Taking a Different Approach
Sports media organizations face a near-insurmountable challenge of producing high-quality analysis, graphics, video, and more within moments during a live event. With over 40 years in business, we came into the engagement with a good understanding of the customer problem: video clip discovery was challenging, tools weren’t integrated, and common tasks were time consuming and cumbersome, among other things. By working backwards from the customer and interviewing our product users, we discovered new pain points and opportunities. For example, our customers were having trouble finding the signal through the noise. We were providing a vast library of information and assets, but it was difficult to distill it down into a timely and relevant highlight or insight.
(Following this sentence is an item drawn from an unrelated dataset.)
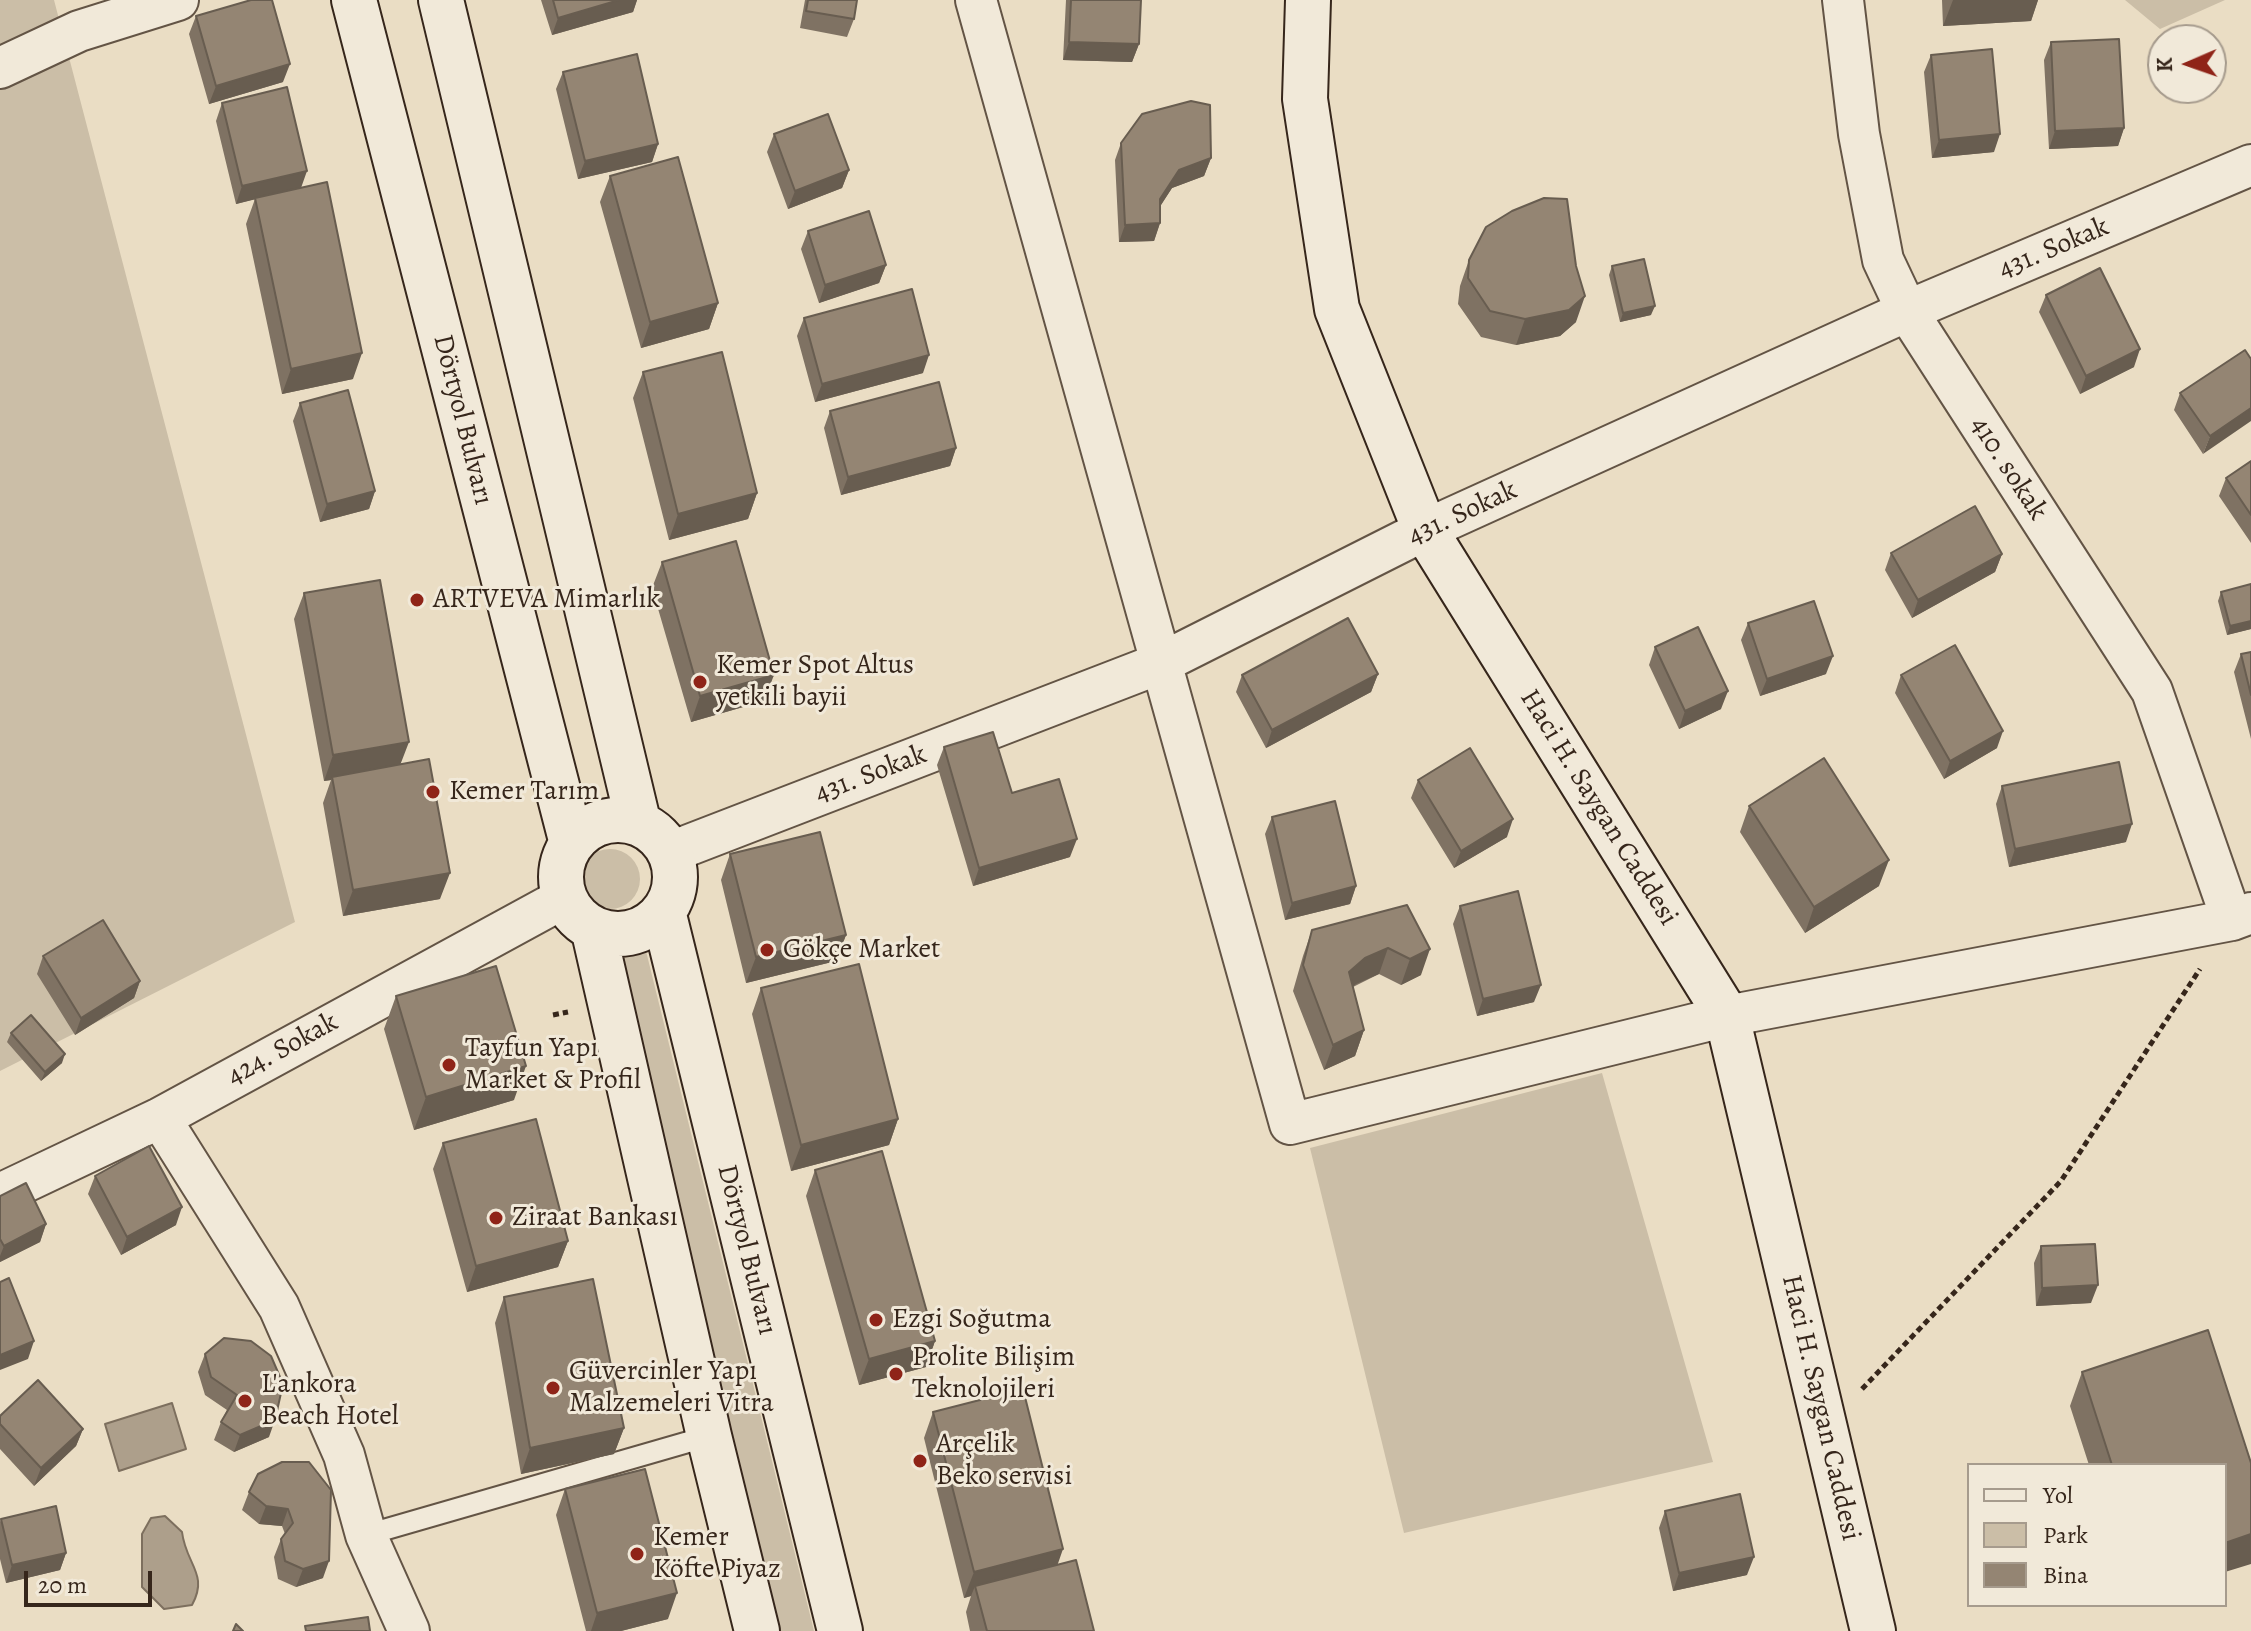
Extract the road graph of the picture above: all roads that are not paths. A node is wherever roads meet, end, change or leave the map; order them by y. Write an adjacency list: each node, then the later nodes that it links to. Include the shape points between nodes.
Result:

The user interviews not only validated our thinking but also expanded our understanding of the challenges and helped us prioritize improvements.
In the past we would have taken our understanding of the opportunities and start building. We would create a roadmap and continue building. While this approach has led us to build successful solutions, thanks to our talented team, we also built products that didn’t grow as quickly as we hoped—we didn’t nail product-market fit. We found that our engineering teams were hungry for direction and context. They wanted to deeply understand why and for what: “Who am I building this for? What problem am I really trying to solve?” They loved the idea of product-market fit.
Trust the Method
Going in, I told the team to trust the method because, naturally, some were skeptical: how could a designer help us figure this out? It turns out you don’t have to be an expert in product but instead have expertise in fleshing out what the customer wants and needs. While cloud technologies allow us to build solutions faster, Amazon’s working backwards process helps us ensure we’re building the right thing by quickly identifying needs and testing them. The faster you can get feedback from customers, the faster you can learn and improve, and the faster that MVP, the minimum viable product, will turn into your next innovation.
Our experience working with AWS was excellent. We appreciated their methods, and they brought the right team forward, supplementing our team to fill gaps in our skillset. Their working backwards process led us to build a better platform and set of products by gaining a deeper understanding of our customers—and it also accelerated our ability to do so. The initial MVP was delivered months faster than normal with the help of the AWS Professional Services team.
It’s important to get quick and early wins when driving change in an organization with as much history and success as Stats Perform. This approach allowed us to do just that. On May 4, 2021, we launched the PressBox platform with two new applications—PressBox Live (a real-time sports media dashboard) and PressBox Video (a personal video content assistant). As Amazonians will tell you, the launch is the starting line, not the finish line. Our customers enjoy the new platform and their feedback helps shape the future of the platform—and we’ll continue to work backwards from our customers to nail product-market fit!